The Cairngorms are a very special. Geologically and climatically the high plateau is like no other place in the UK. The Cairngorms are also very special to me personally. It was a trip to the Cairngorms that got me hooked on backpacking and wilderness travel. Although I've been involved in outdoors-sport in one way or another since I turned eleven I'd turned twenty-one before I went out and stayed out. For many years I orienteerd, ran and day-walked the fells from youth hostels, outward bound centres and camp sites. I didn't know what I was missing. In the middle of my finals, after weeks of nervous revision, couped up in a clammy cramped student house, between the piles of unwashed plates and underware, I was invited to join a group of friends for a midweek trip to the Cairgorms. The idea was to do a round of the 4000'ers and bothy and bivvy for a few nights. At the time not exactly my thing but given my circumstance the thought of the fresh air, space and freedom was irresistible. I didn't take a lot of persuading.
It's now eighteen years since that trip and I now realise, with a great deal more experience under my belt and garage bursting with kit, that we realy struck gold that weekend. It was June but we were treated to a dump of snow and the range was transformed to an addictive mix of winter mountain, blue summer sky and short-sleeve temperatures. As we walked back out to Breamar, resplendent in foul stinking Helly-Hansen base layers, I was carrying something I hadn't taken with me: the need to spend time in wild places. I still don't know exactly what threw the switch, not just the views, not just the company, not just the activity but something about the rhythm and simplicity of moving through and bivvying self-supported in wild country.

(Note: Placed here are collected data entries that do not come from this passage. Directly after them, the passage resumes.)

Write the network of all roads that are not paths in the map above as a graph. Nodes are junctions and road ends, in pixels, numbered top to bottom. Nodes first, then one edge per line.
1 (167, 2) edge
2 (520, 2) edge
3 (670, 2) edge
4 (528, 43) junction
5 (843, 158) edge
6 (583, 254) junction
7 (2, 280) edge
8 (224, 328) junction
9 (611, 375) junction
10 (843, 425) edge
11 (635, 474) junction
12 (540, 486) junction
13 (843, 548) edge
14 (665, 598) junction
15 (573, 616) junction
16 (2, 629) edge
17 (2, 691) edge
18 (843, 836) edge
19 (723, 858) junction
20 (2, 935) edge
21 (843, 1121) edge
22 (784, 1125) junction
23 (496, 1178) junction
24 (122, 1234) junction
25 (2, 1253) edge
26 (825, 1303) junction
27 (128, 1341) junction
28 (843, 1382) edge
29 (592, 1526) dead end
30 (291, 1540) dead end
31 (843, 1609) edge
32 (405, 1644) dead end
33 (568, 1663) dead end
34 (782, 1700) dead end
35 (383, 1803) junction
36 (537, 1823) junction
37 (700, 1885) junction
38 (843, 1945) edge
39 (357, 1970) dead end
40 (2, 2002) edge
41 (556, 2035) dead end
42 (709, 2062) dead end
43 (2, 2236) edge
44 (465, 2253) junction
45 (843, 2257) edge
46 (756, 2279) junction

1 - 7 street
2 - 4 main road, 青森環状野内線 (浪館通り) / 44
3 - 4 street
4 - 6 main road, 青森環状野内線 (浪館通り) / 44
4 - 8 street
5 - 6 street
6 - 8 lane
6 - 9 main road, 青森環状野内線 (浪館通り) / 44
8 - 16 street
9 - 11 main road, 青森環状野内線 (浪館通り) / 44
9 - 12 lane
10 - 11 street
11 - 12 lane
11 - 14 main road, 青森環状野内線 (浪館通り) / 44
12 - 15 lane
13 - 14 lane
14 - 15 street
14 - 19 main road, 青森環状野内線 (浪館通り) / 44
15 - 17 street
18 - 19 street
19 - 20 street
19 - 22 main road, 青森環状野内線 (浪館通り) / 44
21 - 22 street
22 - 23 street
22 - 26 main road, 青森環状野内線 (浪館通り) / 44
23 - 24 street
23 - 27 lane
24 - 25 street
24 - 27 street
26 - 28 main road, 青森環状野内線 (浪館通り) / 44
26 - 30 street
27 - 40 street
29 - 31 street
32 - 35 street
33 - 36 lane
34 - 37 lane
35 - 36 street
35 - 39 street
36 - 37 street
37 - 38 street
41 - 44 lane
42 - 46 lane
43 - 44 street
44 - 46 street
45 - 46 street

Considering how deep an impression the Cairngorms had made on me it still surprises me how long it took me to get around to going back. My list of things to do and places to visit is just too long. Fourteen years passed before I found myself sitting down with a (different) group of lads to plan a trip to the Cairngorms. By that time the first trip had been elevated to mythical status by the mists of memory and, in truth, I was concerned that the repeat wouldn't live up to the original. I needn't have worried.
I promised to post some of my trip accounts. I'm going to start with an account of that second Cairngorm trip. However, the fact that I'm incapable of keeping things short poses a problem: I think some of my ramblings, including this one, are just too long to post as blog. For that reason I've decided to upload and link to the files. For those who are still interested, the Cairngorm account can be found here: Cairngorms 2005.
Cairngorms are always worth a long write up. I have so many memories of the amazing place. I was looking at some photos of my first trip there the other day. Would blog them but they are not taken by me and I lost contact with the owner for his permission. I will look forward to more Cairngorms stuff from you.
ReplyDeleteI only have a few Cairngorm memories having only been in the heart of them twice but every one is precious. I started writing up my trips a long time after that first outing so what remains of it is what's in my head. I sometimes wonder if it wasn't so fantastic as the picture my memory paints of it and then I dig out the photos: slightly ropey first attempts with my first 35mm SLR, poor composition but the amazing conditions still shine through. Might be a while before I get back to the Cairngorms. I still suffer from the same affliction, Jutenheim, Finmark, the Rockies, Iceland have all shuffled higher up the list. This summer looks like a toss-up between Norway and the western highlands.
ReplyDeleteAnother great piece of writing. I really can read the enjoyment you get out of writing it, its superb. And still that great humour, how you get the kick out of ridges, the planning evening excuses, excellent.
ReplyDeleteIts also interesting how you're incorporating some private bits in the story, eg how your work is so far away from your hobby. Are you still in that same job, and if so, has your perception of your work in contrast with the climate change debate changed?
Also the mentioning of how the rain is hitting the tarp and you three are falling asleep, that's so perfect, the real good stuff which I love so much - falling asleep in the rain. And the "incident" with the Scot in trainers - hilarious!
All in all, again are splendid read. And I am left with the idea that the Cairngroms would make for a good first experience of the Scottish hills! Dank je!
Hendrik: Graag gedaan! Thanks again for the positive comments. It's realy nice to see you get some pleasure out of reading this stuff.
ReplyDeleteYes I'm still in the same job and yes I still have moments where I doubt if what I do is right. Just like I have moments when I'm convinced it is. It's a complex equation.
I wouldn't hesitate to recomend the Cairngorms. It's a wonderful stretch of wild country. Unique in the UK. It doesn't represent everymans Scotland. for that you can better go to the western highlands, but for my money there's nowhere better in the UK for backpacking. There are places just as good, for other reasons, but nowhere better. You have to be aware that the Cairngorms can be an unforgiving place though. If you go then go prepared. Navigation can be difficult in bad visibility and the weather can be unpredicatable.Not that I'm trying to put you off. Far from it, I would encourage you to experience the area, but you must plan carefuly, be prepared to change plans when conditions dictate and get your basic navigation skills in order before you head up onto the plateau. Hope to see a Cairngorms trip report from you in the future!